La generazione dei miei genitori, nonostante le difficoltà della guerra e del comunismo, ha ricevuto una buona istruzione. Sono stati educati al patriottismo, alla lettura e all'intuizione. La biblioteca di mio padre mi ha accompagnato per tutta la vita. Sarebbero stati frustrati dal caos scolastico di oggi. Non capirebbero come dei laureati semianalfabeti possano lasciare la scuola senza aver letto un solo libro in tutta la loro vita. Non avrebbero creduto che anche nella stampa quotidiana gli errori grammaticali sono comuni negli articoli e che anche i giornalisti commettono errori. Troverebbero difficile accettare la mancanza di motivazione della giovane generazione di oggi e la sua mentalità di diritto.
Non sarebbero certo in grado di capire che oggi siamo di nuovo governati da persone per le quali la proprietà privata non significa nulla, che stanno di nuovo predicando slogan insensati nello spirito del famigerato "Comanderemo il vento, la pioggia", che stanno di nuovo guardando al problema degli alloggi con l'ottica e la logica dei comitati nazionali degli anni Cinquanta. Non capirebbero che la libertà negata alla loro generazione per mezzo secolo ora non interessa a nessuno, che stiamo entrando di nuovo in un sistema che invoca la censura e che ci stiamo avvicinando a una situazione in cui solo ciò che è espressamente permesso non sarà vietato. Non riuscirebbero a credere come abbiamo potuto perdere e perdere di nuovo tutto così rapidamente.

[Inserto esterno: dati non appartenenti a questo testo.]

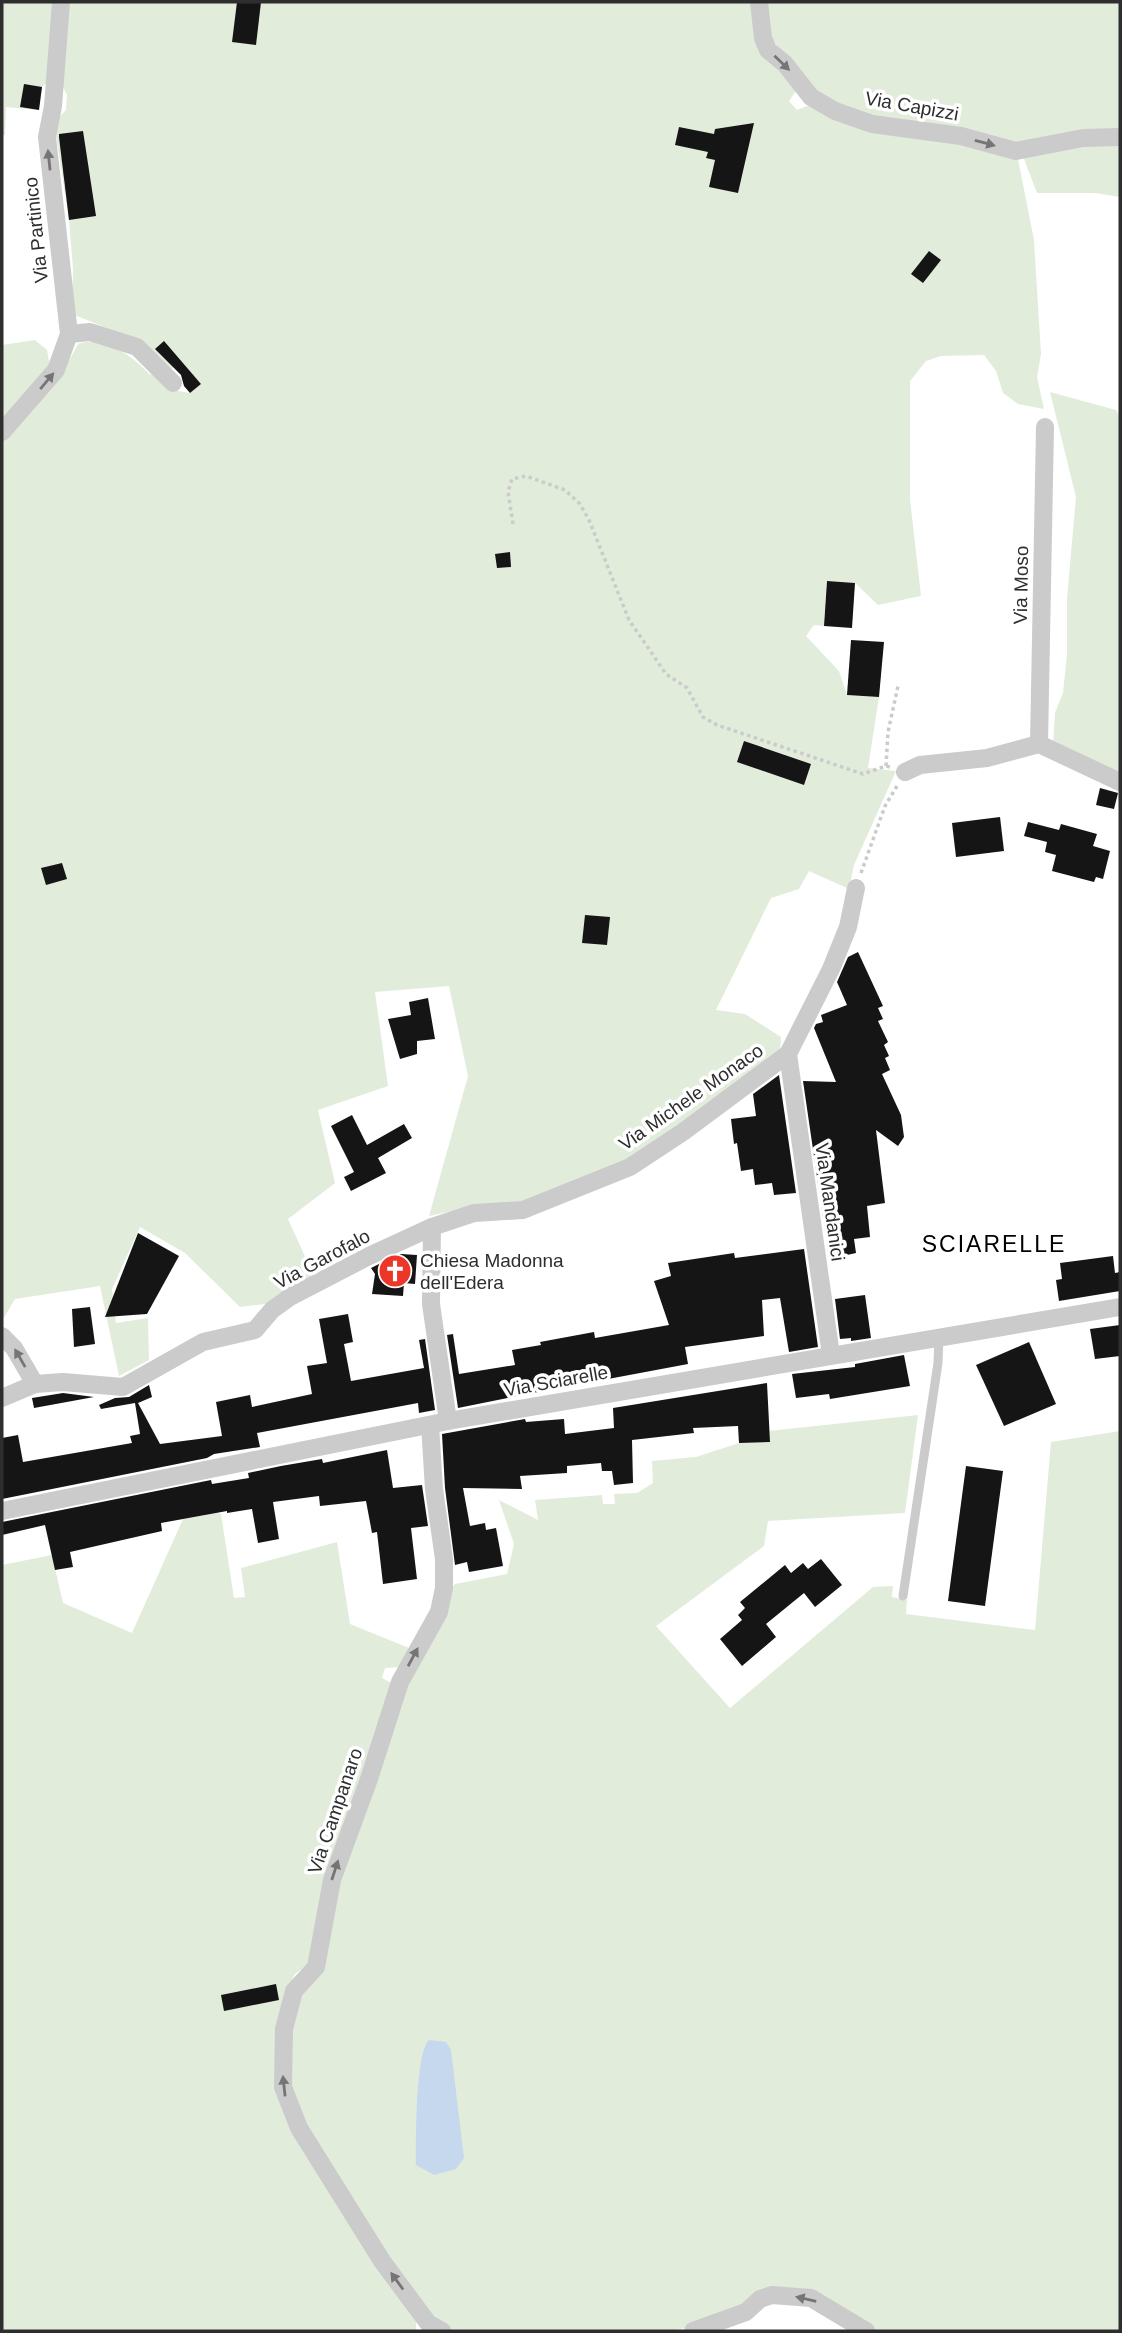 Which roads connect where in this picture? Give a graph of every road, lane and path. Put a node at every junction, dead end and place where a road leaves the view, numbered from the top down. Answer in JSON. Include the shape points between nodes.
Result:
{"nodes":[{"id":1,"x":61,"y":2,"type":"edge"},
{"id":2,"x":758,"y":2,"type":"edge"},
{"id":3,"x":1120,"y":137,"type":"edge"},
{"id":4,"x":69,"y":334,"type":"junction"},
{"id":5,"x":173,"y":383,"type":"dead end"},
{"id":6,"x":1045,"y":428,"type":"dead end"},
{"id":7,"x":2,"y":432,"type":"edge"},
{"id":8,"x":513,"y":524,"type":"dead end"},
{"id":9,"x":898,"y":686,"type":"dead end"},
{"id":10,"x":1039,"y":744,"type":"junction"},
{"id":11,"x":886,"y":766,"type":"junction"},
{"id":12,"x":905,"y":772,"type":"junction"},
{"id":13,"x":1120,"y":782,"type":"edge"},
{"id":14,"x":856,"y":888,"type":"joint"},
{"id":15,"x":788,"y":1054,"type":"junction"},
{"id":16,"x":432,"y":1227,"type":"junction"},
{"id":17,"x":1120,"y":1307,"type":"edge"},
{"id":18,"x":2,"y":1336,"type":"edge"},
{"id":19,"x":939,"y":1337,"type":"junction"},
{"id":20,"x":831,"y":1355,"type":"junction"},
{"id":21,"x":35,"y":1384,"type":"junction"},
{"id":22,"x":2,"y":1398,"type":"edge"},
{"id":23,"x":448,"y":1421,"type":"junction"},
{"id":24,"x":430,"y":1425,"type":"junction"},
{"id":25,"x":2,"y":1511,"type":"edge"},
{"id":26,"x":903,"y":1596,"type":"dead end"},
{"id":27,"x":442,"y":2331,"type":"edge"},
{"id":28,"x":693,"y":2331,"type":"edge"},
{"id":29,"x":866,"y":2331,"type":"edge"}],
"edges":[{"from":4,"to":1,"type":"street","name":"Via Partinico","one_way":true,"via":[[47,137]]},
{"from":2,"to":3,"type":"street","name":"Via Capizzi","one_way":true,"via":[[768,50],[811,97],[835,111],[872,124],[961,136],[1016,151],[1083,138]]},
{"from":4,"to":5,"type":"street","via":[[90,332],[137,347]]},
{"from":7,"to":4,"type":"street","name":"Via Partinico","one_way":true,"via":[[56,370]]},
{"from":6,"to":10,"type":"street","name":"Via Moso"},
{"from":8,"to":11,"type":"path","via":[[508,492],[512,479],[526,476],[565,490],[580,504],[629,620],[666,674],[687,688],[703,717],[863,774]]},
{"from":9,"to":11,"type":"path"},
{"from":10,"to":12,"type":"street","via":[[987,758],[920,765]]},
{"from":10,"to":13,"type":"street"},
{"from":11,"to":12,"type":"path"},
{"from":12,"to":14,"type":"path","via":[[885,806]]},
{"from":14,"to":15,"type":"street","name":"Via Michele Monaco","via":[[848,928]]},
{"from":15,"to":16,"type":"street","name":"Via Michele Monaco","via":[[630,1167],[523,1210],[474,1213]]},
{"from":15,"to":20,"type":"street","name":"Via Mandanici"},
{"from":16,"to":21,"type":"street","name":"Via Garofalo","via":[[290,1297],[255,1330],[203,1342],[123,1387]]},
{"from":16,"to":23,"type":"street","via":[[431,1304]]},
{"from":17,"to":19,"type":"street","name":"Via Sciarelle"},
{"from":21,"to":18,"type":"street","one_way":true},
{"from":19,"to":20,"type":"street","name":"Via Sciarelle"},
{"from":19,"to":26,"type":"lane"},
{"from":20,"to":23,"type":"street","name":"Via Sciarelle"},
{"from":21,"to":22,"type":"street","name":"Via Garofalo"},
{"from":23,"to":24,"type":"street","name":"Via Sciarelle"},
{"from":24,"to":25,"type":"street","name":"Via Sciarelle"},
{"from":27,"to":24,"type":"street","name":"Via Campanaro","one_way":true,"via":[[428,2323],[382,2261],[299,2128],[283,2087],[284,2029],[294,1991],[316,1967],[332,1880],[400,1682],[439,1612],[444,1559]]},
{"from":29,"to":28,"type":"street","one_way":true,"via":[[811,2298],[772,2295],[746,2312]]}]}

La generazione dei miei genitori ha vissuto la guerra, ha sperimentato la reale minaccia esistenziale per la nazione e l'euforia della liberazione. Non potevano capire le farneticazioni belliciste dei politici di oggi, che non hanno una vera esperienza dei limiti e degli orrori della guerra. Uno dei pochi ricordi che ho di mio padre è quello di lui seduto in cucina all'epoca della crisi caraibica, che ascoltava con attenzione le notizie alla radio. A quel tempo, la gente comune e i responsabili politici sapevano qual era la posta in gioco, conoscevano i rischi che stavano correndo. Capirono che le grandi potenze dovevano trovare un accordo perché il pericolo per il mondo era troppo grande. Oggi ci convincono che l'unica soluzione accettabile è la guerra fino alla fine, perché non si può negoziare con il nemico. Eppure i rischi di oggi sono incommensurabili con quelli di 60 anni fa. Solo stanotte, centinaia di missili iraniani sono volati verso Israele. Chi fallirà per primo, chi commetterà l'errore fatale? I miei genitori, se fossero vivi oggi, sarebbero preoccupati per noi.

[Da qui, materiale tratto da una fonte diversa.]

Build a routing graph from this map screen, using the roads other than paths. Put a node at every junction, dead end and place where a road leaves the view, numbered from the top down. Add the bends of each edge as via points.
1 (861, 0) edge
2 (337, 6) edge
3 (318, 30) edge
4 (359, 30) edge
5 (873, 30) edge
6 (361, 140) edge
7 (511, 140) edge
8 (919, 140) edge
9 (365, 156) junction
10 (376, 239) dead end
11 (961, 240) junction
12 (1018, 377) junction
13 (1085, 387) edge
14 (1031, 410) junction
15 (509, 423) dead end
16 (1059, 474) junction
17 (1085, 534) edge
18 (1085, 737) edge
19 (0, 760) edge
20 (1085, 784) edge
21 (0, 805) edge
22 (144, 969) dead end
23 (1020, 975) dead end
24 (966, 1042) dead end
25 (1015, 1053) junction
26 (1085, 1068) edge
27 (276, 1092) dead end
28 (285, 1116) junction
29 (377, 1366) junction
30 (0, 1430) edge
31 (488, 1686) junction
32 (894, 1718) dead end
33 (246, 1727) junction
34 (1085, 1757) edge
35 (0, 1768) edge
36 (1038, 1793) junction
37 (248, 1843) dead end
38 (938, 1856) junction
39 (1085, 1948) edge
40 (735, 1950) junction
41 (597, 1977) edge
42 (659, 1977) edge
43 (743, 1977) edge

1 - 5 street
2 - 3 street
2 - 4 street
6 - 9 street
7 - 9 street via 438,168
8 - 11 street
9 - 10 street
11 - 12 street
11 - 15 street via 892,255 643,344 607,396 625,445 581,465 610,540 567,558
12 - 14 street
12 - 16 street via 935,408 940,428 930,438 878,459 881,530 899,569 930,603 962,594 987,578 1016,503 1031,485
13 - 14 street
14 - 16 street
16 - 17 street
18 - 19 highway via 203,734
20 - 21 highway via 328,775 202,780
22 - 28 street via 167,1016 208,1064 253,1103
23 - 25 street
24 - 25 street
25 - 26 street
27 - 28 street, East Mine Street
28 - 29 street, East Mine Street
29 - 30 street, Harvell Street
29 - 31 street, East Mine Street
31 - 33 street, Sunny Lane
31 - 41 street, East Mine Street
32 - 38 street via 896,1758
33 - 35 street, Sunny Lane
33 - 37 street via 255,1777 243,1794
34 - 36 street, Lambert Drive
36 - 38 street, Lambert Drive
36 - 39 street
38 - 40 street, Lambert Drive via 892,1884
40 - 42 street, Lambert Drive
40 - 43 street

Credo che li abbiamo delusi. Erano i nostri modelli e hanno cercato di insegnarci a mantenere sempre la nostra sanità mentale. Non potevamo spiegare loro le assurdità di genere e transgender promulgate ufficialmente oggi, con decine di generi che ci avrebbero messo fretta.

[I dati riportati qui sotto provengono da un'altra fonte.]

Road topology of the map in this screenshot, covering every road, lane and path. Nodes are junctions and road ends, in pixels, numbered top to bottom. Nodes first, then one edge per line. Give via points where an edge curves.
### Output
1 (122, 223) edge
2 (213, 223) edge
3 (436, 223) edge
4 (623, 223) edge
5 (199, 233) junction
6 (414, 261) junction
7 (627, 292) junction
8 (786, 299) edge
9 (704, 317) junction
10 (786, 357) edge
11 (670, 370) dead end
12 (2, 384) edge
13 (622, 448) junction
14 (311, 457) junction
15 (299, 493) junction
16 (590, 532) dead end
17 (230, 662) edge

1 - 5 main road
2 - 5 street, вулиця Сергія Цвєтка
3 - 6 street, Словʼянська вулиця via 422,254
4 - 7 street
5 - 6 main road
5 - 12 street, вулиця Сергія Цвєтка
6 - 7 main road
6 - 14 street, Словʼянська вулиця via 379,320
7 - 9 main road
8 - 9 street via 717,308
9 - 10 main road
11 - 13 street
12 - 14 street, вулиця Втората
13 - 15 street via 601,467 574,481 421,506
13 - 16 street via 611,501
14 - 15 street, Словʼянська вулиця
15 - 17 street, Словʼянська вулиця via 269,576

Forse dovremmo ricordare più spesso i nostri genitori, guardare vecchie fotografie, leggere lettere ingiallite. Forse possiamo riconquistare il nostro terreno, la nostra sanità mentale, la nostra capacità perduta di distinguere l'essenziale dall'irrilevante. E chi ha la fortuna di avere i genitori ancora in vita potrebbe e dovrebbe dedicare loro più tempo.
Non ho più genitori, purtroppo. Così, almeno il giorno del centesimo compleanno di mio padre, sono stata al cimitero accanto alla sua tomba con i miei tre figli, i suoi nipoti, che purtroppo non conosceva, e poi siamo andati tutti al pub in onore di mio nonno. È stata una bella occasione di famiglia.